Note: IBM_VPN_London is an individual tunnel group for a set of machines. e.g. you may use “IBM_VPN_Germany” for another remote office as a site name or “IBM_DESKTOP_77_WindowsXP” for an individual machine
“Your secret key” is the key you type into the VPN client software – use http://www.grc.com/passwords.htm to obtain 64 character key (do a separate one for each tunnel group i.e. each site and/or machine, DO NOT USE THE SAME KEY for all tunnel groups. In this way you can revoke a key and assign a new one without having to redo all VPN connections.

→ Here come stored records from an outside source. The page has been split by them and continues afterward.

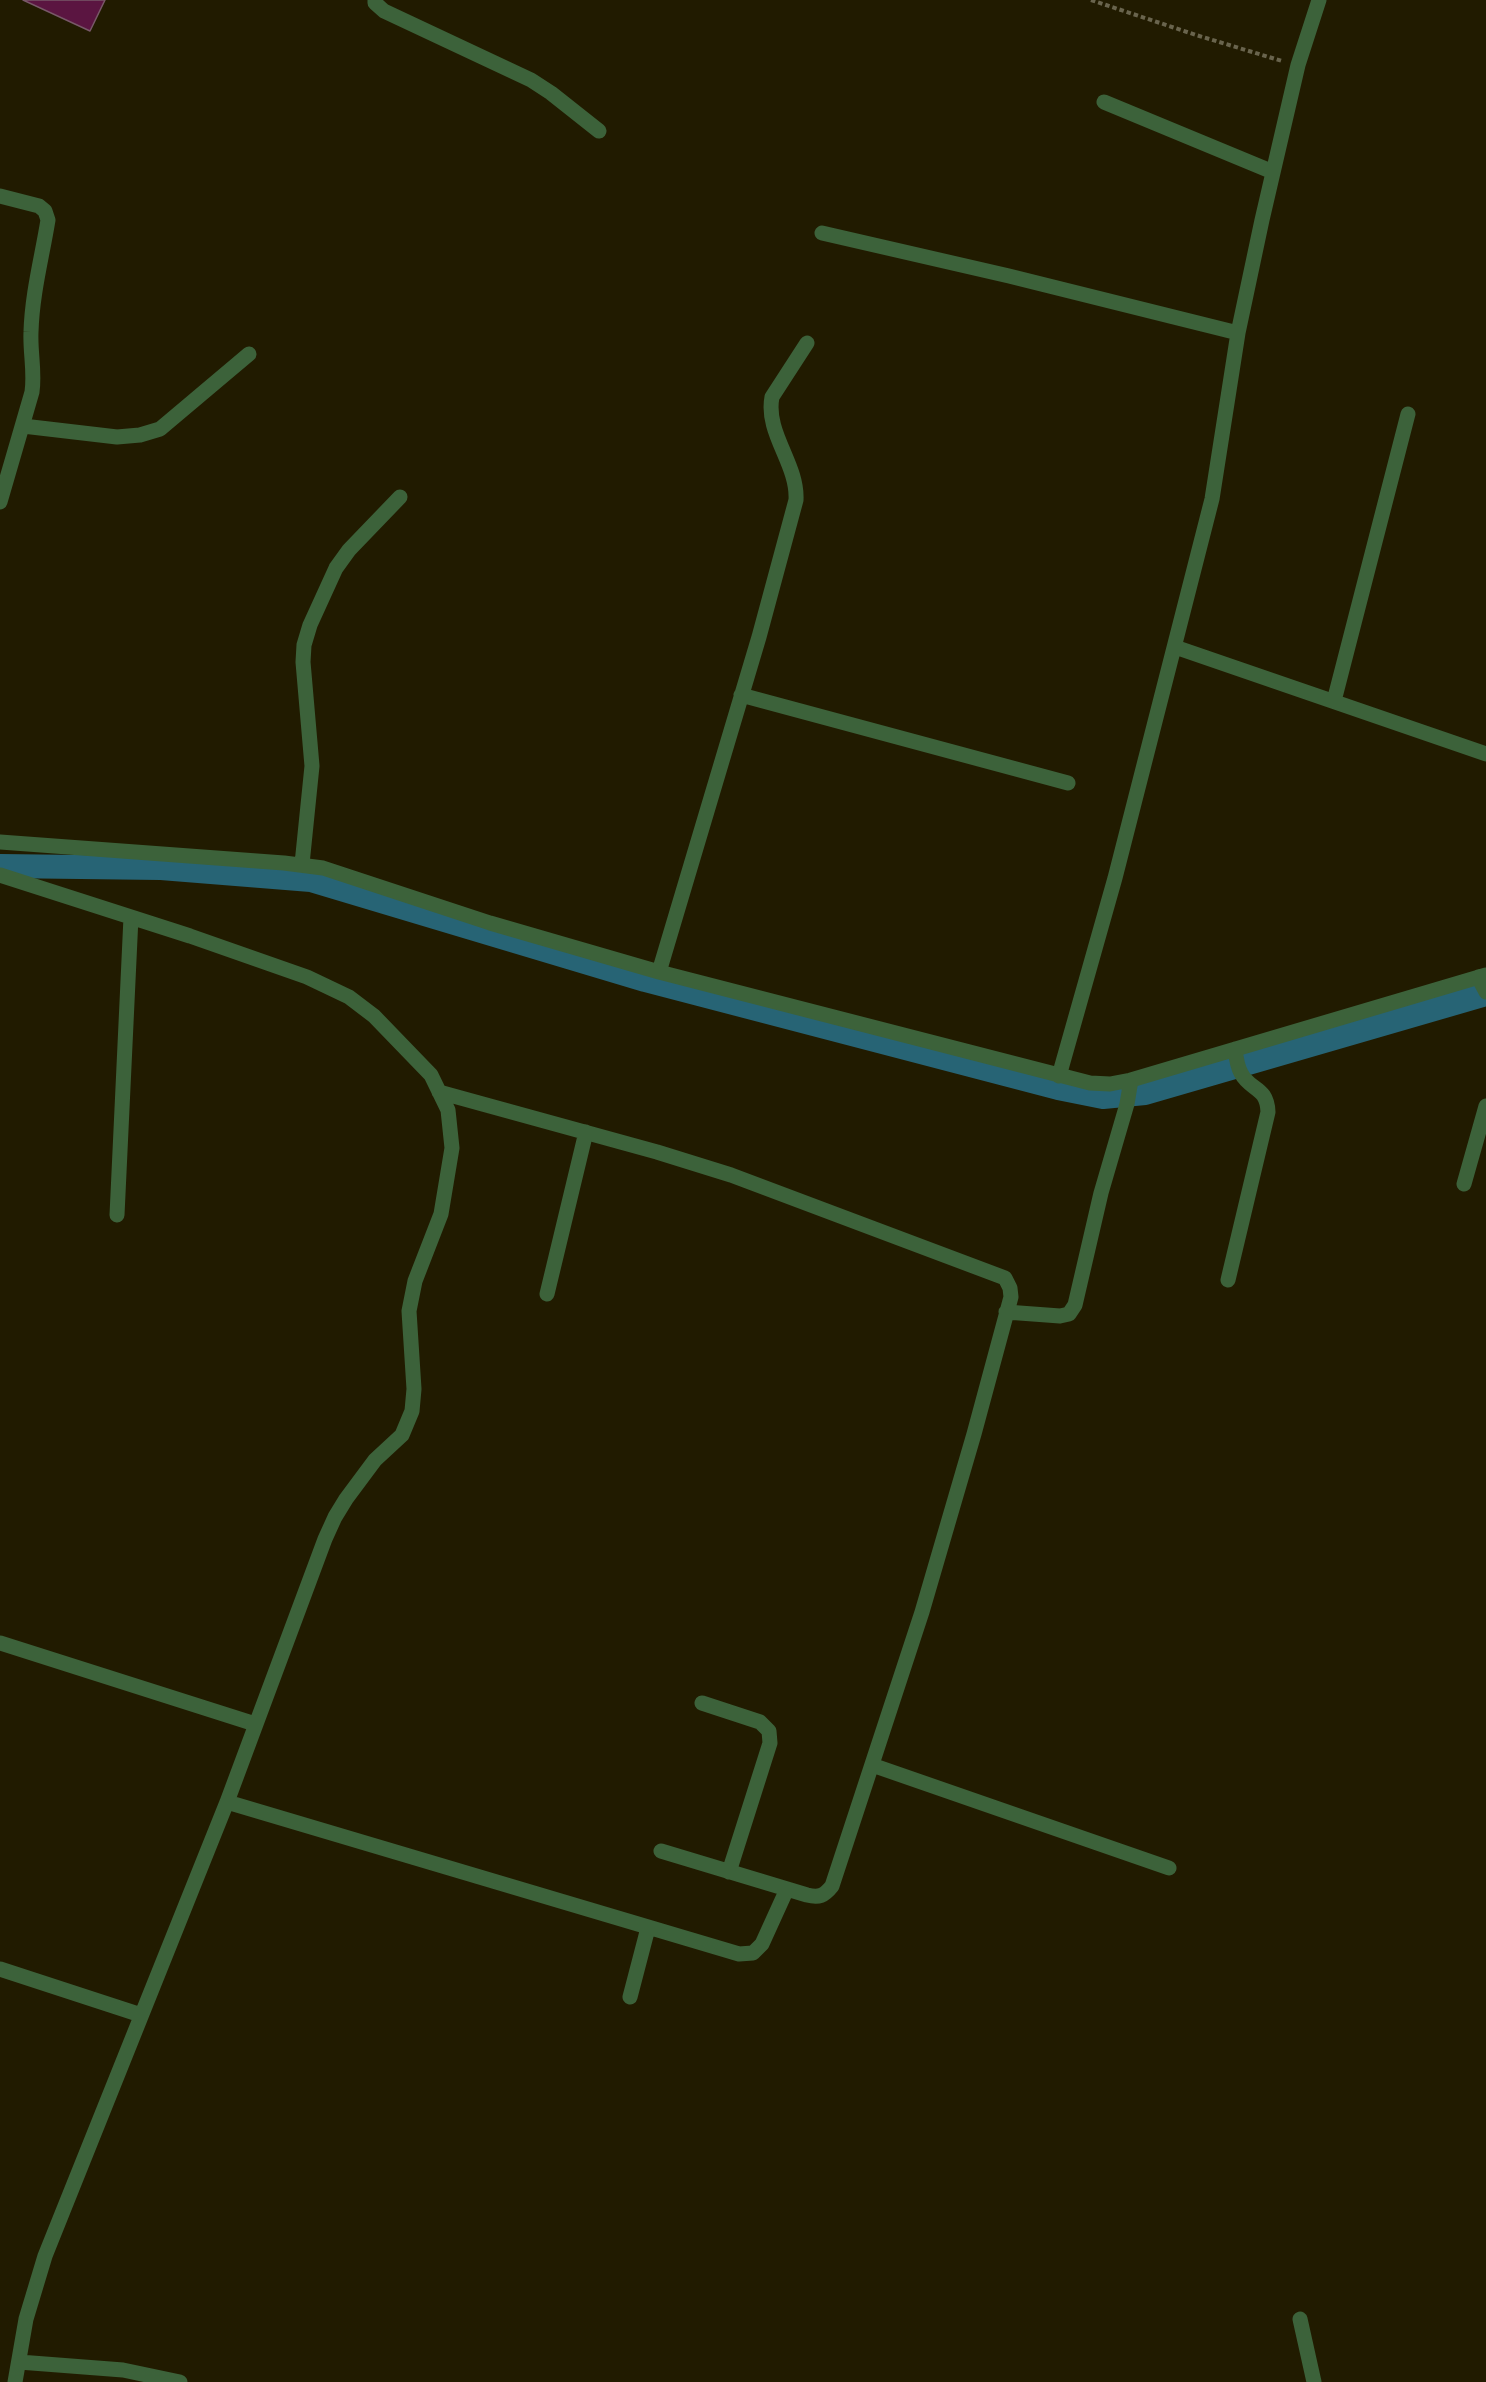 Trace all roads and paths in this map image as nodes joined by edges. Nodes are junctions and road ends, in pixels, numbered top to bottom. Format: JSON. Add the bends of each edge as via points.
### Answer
{"nodes":[{"id":1,"x":375,"y":0,"type":"edge"},
{"id":2,"x":1091,"y":0,"type":"edge"},
{"id":3,"x":1319,"y":0,"type":"edge"},
{"id":4,"x":1298,"y":65,"type":"junction"},
{"id":5,"x":1104,"y":102,"type":"dead end"},
{"id":6,"x":599,"y":131,"type":"dead end"},
{"id":7,"x":1273,"y":172,"type":"junction"},
{"id":8,"x":0,"y":196,"type":"edge"},
{"id":9,"x":822,"y":233,"type":"dead end"},
{"id":10,"x":1238,"y":333,"type":"junction"},
{"id":11,"x":807,"y":343,"type":"dead end"},
{"id":12,"x":249,"y":354,"type":"dead end"},
{"id":13,"x":1408,"y":414,"type":"dead end"},
{"id":14,"x":23,"y":426,"type":"junction"},
{"id":15,"x":400,"y":497,"type":"dead end"},
{"id":16,"x":0,"y":502,"type":"edge"},
{"id":17,"x":1175,"y":647,"type":"junction"},
{"id":18,"x":741,"y":695,"type":"junction"},
{"id":19,"x":1334,"y":701,"type":"junction"},
{"id":20,"x":1486,"y":754,"type":"edge"},
{"id":21,"x":1068,"y":783,"type":"dead end"},
{"id":22,"x":0,"y":842,"type":"edge"},
{"id":23,"x":302,"y":864,"type":"junction"},
{"id":24,"x":0,"y":875,"type":"edge"},
{"id":25,"x":131,"y":917,"type":"junction"},
{"id":26,"x":659,"y":972,"type":"junction"},
{"id":27,"x":1483,"y":983,"type":"edge"},
{"id":28,"x":1237,"y":1060,"type":"junction"},
{"id":29,"x":1059,"y":1076,"type":"junction"},
{"id":30,"x":1130,"y":1084,"type":"junction"},
{"id":31,"x":439,"y":1092,"type":"junction"},
{"id":32,"x":1486,"y":1106,"type":"edge"},
{"id":33,"x":586,"y":1132,"type":"junction"},
{"id":34,"x":1464,"y":1184,"type":"dead end"},
{"id":35,"x":117,"y":1215,"type":"dead end"},
{"id":36,"x":1228,"y":1280,"type":"dead end"},
{"id":37,"x":547,"y":1294,"type":"dead end"},
{"id":38,"x":1006,"y":1312,"type":"junction"},
{"id":39,"x":0,"y":1643,"type":"edge"},
{"id":40,"x":702,"y":1703,"type":"dead end"},
{"id":41,"x":255,"y":1724,"type":"junction"},
{"id":42,"x":872,"y":1765,"type":"junction"},
{"id":43,"x":227,"y":1802,"type":"junction"},
{"id":44,"x":661,"y":1851,"type":"dead end"},
{"id":45,"x":1169,"y":1868,"type":"dead end"},
{"id":46,"x":729,"y":1872,"type":"junction"},
{"id":47,"x":787,"y":1889,"type":"junction"},
{"id":48,"x":648,"y":1928,"type":"junction"},
{"id":49,"x":0,"y":1969,"type":"edge"},
{"id":50,"x":630,"y":1997,"type":"dead end"},
{"id":51,"x":141,"y":2015,"type":"junction"},
{"id":52,"x":1300,"y":2319,"type":"dead end"},
{"id":53,"x":19,"y":2362,"type":"junction"},
{"id":54,"x":15,"y":2382,"type":"edge"},
{"id":55,"x":180,"y":2382,"type":"edge"},
{"id":56,"x":1314,"y":2382,"type":"edge"}],
"edges":[{"from":1,"to":6,"type":"street","via":[[384,11],[531,80]]},
{"from":2,"to":4,"type":"path"},
{"from":3,"to":4,"type":"street"},
{"from":4,"to":7,"type":"street"},
{"from":5,"to":7,"type":"street"},
{"from":7,"to":10,"type":"street"},
{"from":8,"to":14,"type":"street","via":[[39,206],[48,220],[33,309],[34,377]]},
{"from":9,"to":10,"type":"street"},
{"from":10,"to":17,"type":"street","via":[[1212,499]]},
{"from":11,"to":18,"type":"street","via":[[770,406],[771,419],[794,480],[796,500]]},
{"from":12,"to":14,"type":"street","via":[[160,429],[117,437]]},
{"from":13,"to":19,"type":"street"},
{"from":14,"to":16,"type":"street"},
{"from":15,"to":23,"type":"street","via":[[336,568],[304,645],[312,766]]},
{"from":17,"to":19,"type":"street"},
{"from":17,"to":29,"type":"street"},
{"from":18,"to":21,"type":"street"},
{"from":18,"to":26,"type":"street"},
{"from":19,"to":20,"type":"street"},
{"from":22,"to":23,"type":"street"},
{"from":23,"to":26,"type":"street","via":[[323,867],[490,923]]},
{"from":24,"to":25,"type":"street"},
{"from":25,"to":31,"type":"street","via":[[307,977],[348,997],[374,1016],[407,1050],[431,1076]]},
{"from":25,"to":35,"type":"street"},
{"from":26,"to":29,"type":"street"},
{"from":27,"to":28,"type":"street"},
{"from":28,"to":30,"type":"street"},
{"from":28,"to":36,"type":"street","via":[[1244,1079],[1268,1101],[1268,1112]]},
{"from":29,"to":30,"type":"street","via":[[1090,1083]]},
{"from":30,"to":38,"type":"street","via":[[1075,1305],[1068,1314],[1060,1316]]},
{"from":31,"to":33,"type":"street"},
{"from":31,"to":41,"type":"street","via":[[448,1110],[453,1148],[441,1214],[415,1281],[409,1311],[412,1411],[402,1435],[375,1460],[335,1517]]},
{"from":32,"to":34,"type":"street"},
{"from":33,"to":37,"type":"street"},
{"from":33,"to":38,"type":"street","via":[[731,1174],[1005,1278],[1011,1297]]},
{"from":38,"to":42,"type":"street","via":[[922,1612]]},
{"from":39,"to":41,"type":"street"},
{"from":40,"to":46,"type":"street","via":[[760,1722],[769,1731],[770,1743]]},
{"from":41,"to":43,"type":"street"},
{"from":42,"to":45,"type":"street"},
{"from":42,"to":47,"type":"street","via":[[832,1886],[818,1897]]},
{"from":43,"to":48,"type":"street"},
{"from":43,"to":51,"type":"street"},
{"from":44,"to":46,"type":"street"},
{"from":46,"to":47,"type":"street"},
{"from":47,"to":48,"type":"street","via":[[762,1944],[753,1953],[739,1954]]},
{"from":48,"to":50,"type":"street"},
{"from":49,"to":51,"type":"street"},
{"from":51,"to":53,"type":"street","via":[[45,2256],[26,2319]]},
{"from":52,"to":56,"type":"street"},
{"from":53,"to":54,"type":"street"},
{"from":53,"to":55,"type":"street","via":[[123,2370]]}]}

6. For the vpn client to be able to access internal network and go to internet via vpn tunnel (no split tunneling):
6a. Internet access:
See: Allowing Cisco VPN to access Internet via tunnel
same-security-traffic permit intra-interface
nat (WAN) 10 192.168.100.1-192.168.100.254 255.255.255.0
6b. Internal access:
access-list Inside_nat0_outbound line 4 extended permit ip 192.168.1.0 255.255.255.0 192.168.100.0 255.255.255.0
7. Allow local LAN access
To enable clients with ‘Allow Local access’ option set on VPN Client to be able to access their local resources do the following (this is so a user can access local resources like NAT drives or network printers whilst connected to the VPN – otherwise all traffic goes via the VPN link):
See: Cisco Local LAN Access Notes
access-list LOCAL_LAN_Access remark Clients with local lan access option set – internet and dns access is still via tunnel
access-list LOCAL_LAN_Access standard permit host 0.0.0.0 group-policy IBM_VPN attributes split-tunnel-policy excludespecified split-tunnel-network-list value LOCAL_LAN_Access
8. Setup on client machine:
Use VPN client software available from: Cisco VPN Client Software Download Site
Connect to external IP of ASA unit (WAN address) using IBM_VPN as VPN name and enter secret key for the tunneling group setup for this machine or site.
9. To list connections:
In ASDM goto Monitoring, VPN, VPN Statistics, Sessions – this will list all current sessions with relevant username, IP and encryption details.